However, top-notch effects and explosions do have a significant share in the screen time, and is one of the two great and defining characteristics of the film. Icarus II is an amazingly thoughtfully designed ship, and director Danny Boyle makes fantastic use of its unusual shape (and its close proximity to the sun) to create some truly striking cinematography.
|Being so close to the sun is breath-takingly beautiful, but also breath-taking in a less nice way...|
He also has the patience required to build quality suspense -- the majority of the film is wonderful in that department, moving along with an intricate grace and saturating in suspense, but in the climax it turns more to action, filmed with closeups and quick-cuts, and intentionally blurred, which is too confusing and dizzying to be thoroughly engrossing for me. I found myself wishing it hadn't made that final twist, (though its reveal was absolutely, terrifyingly jaw-dropping (on that note: please do not watch the trailer!)) but I can't think of what I would have done instead.

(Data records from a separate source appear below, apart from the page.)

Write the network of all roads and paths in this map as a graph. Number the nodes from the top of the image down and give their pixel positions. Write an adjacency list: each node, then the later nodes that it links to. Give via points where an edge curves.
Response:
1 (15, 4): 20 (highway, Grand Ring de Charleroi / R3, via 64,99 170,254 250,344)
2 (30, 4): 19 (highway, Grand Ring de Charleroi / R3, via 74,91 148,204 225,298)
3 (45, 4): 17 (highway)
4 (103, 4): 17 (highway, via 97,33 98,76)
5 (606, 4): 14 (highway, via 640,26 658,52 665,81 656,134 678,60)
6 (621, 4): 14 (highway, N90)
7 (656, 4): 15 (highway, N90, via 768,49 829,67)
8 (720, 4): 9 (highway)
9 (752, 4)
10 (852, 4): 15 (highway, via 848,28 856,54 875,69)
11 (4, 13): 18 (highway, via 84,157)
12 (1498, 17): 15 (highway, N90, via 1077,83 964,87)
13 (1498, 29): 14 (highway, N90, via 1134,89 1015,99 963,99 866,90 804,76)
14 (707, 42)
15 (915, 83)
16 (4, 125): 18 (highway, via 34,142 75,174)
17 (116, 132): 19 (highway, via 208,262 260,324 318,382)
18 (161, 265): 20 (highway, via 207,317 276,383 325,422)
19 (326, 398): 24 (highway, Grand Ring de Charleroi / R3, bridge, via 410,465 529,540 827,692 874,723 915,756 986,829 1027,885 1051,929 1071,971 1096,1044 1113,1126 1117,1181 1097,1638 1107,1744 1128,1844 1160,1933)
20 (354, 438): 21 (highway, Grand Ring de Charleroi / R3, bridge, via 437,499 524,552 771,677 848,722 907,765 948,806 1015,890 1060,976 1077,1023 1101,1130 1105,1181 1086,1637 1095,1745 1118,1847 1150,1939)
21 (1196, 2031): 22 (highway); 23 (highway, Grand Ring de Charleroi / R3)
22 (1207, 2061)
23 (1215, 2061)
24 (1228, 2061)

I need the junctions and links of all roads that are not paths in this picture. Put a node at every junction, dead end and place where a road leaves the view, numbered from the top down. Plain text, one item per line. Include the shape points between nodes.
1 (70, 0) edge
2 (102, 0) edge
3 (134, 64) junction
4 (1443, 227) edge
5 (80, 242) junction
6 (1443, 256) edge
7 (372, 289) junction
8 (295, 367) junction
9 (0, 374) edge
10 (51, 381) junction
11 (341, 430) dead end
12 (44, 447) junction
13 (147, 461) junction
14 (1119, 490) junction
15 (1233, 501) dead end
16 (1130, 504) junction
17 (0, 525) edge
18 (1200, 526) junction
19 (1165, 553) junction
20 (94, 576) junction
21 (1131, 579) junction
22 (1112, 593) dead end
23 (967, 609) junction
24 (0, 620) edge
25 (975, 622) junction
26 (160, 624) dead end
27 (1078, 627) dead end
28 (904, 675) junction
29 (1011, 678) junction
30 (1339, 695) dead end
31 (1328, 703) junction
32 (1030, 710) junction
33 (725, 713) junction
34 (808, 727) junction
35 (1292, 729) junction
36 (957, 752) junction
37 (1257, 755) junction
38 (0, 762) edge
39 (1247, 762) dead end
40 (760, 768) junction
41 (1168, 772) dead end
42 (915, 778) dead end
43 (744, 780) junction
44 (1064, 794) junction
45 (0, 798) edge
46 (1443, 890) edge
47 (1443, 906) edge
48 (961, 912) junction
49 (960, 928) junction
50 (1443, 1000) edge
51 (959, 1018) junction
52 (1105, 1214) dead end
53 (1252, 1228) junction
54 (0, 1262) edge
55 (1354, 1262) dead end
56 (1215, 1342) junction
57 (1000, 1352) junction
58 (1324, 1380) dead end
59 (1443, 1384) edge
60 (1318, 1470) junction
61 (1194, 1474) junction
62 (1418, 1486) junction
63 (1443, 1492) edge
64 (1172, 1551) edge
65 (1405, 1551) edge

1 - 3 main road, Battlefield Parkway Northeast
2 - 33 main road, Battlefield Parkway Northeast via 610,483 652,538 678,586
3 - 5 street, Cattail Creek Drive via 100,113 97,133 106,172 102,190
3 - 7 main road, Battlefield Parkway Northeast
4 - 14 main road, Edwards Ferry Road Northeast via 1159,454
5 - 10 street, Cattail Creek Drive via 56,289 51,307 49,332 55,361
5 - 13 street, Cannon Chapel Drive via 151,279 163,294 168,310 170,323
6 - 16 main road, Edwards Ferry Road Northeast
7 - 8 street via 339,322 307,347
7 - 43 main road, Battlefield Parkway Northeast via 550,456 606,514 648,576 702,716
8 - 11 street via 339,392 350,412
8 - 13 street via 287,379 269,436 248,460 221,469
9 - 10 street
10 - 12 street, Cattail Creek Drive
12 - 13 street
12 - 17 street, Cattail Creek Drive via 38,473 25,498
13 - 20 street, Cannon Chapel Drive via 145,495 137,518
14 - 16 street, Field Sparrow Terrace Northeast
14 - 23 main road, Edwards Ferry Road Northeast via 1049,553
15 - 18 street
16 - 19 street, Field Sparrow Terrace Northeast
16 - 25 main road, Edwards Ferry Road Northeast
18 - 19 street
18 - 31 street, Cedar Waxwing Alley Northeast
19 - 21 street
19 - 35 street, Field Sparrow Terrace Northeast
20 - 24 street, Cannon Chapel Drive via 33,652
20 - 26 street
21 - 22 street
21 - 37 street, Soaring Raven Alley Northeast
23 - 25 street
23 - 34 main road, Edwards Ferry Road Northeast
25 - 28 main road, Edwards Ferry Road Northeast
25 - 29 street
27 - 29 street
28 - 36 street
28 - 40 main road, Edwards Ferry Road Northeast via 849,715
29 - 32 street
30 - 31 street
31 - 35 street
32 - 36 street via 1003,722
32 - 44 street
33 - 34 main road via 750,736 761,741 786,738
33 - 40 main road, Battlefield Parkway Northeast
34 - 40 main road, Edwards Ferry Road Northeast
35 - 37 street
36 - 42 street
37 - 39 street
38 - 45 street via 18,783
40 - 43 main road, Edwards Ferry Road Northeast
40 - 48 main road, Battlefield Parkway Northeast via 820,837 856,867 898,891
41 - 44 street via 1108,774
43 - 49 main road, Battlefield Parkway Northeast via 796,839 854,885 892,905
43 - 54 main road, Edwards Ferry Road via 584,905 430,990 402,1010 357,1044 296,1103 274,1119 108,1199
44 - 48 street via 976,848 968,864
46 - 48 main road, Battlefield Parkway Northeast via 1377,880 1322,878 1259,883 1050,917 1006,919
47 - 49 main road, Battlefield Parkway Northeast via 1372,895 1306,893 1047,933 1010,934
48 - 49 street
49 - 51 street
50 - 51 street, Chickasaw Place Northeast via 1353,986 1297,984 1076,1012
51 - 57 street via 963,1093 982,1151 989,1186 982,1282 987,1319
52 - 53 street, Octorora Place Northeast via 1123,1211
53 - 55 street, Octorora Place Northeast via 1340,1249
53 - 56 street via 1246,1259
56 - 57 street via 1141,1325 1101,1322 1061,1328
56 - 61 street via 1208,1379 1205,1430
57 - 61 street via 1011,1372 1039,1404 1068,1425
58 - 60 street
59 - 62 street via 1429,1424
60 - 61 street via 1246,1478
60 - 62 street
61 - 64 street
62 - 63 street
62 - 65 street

Amongst the eight of the crew, there are two easily recognizable faces. Cillian Murphy, ever an antagonist in today's blockbuster, but this movie serves as evidence that he is also more than capable of being a compelling hero. He holds the film together, his character reflecting the film's tone. And, Chris Evans, before he escaped the typecast of the bad boy, and became one of the more famous boy scout-like heroes. Here he's no boy scout, but does have a Cap-like leadership quality about him.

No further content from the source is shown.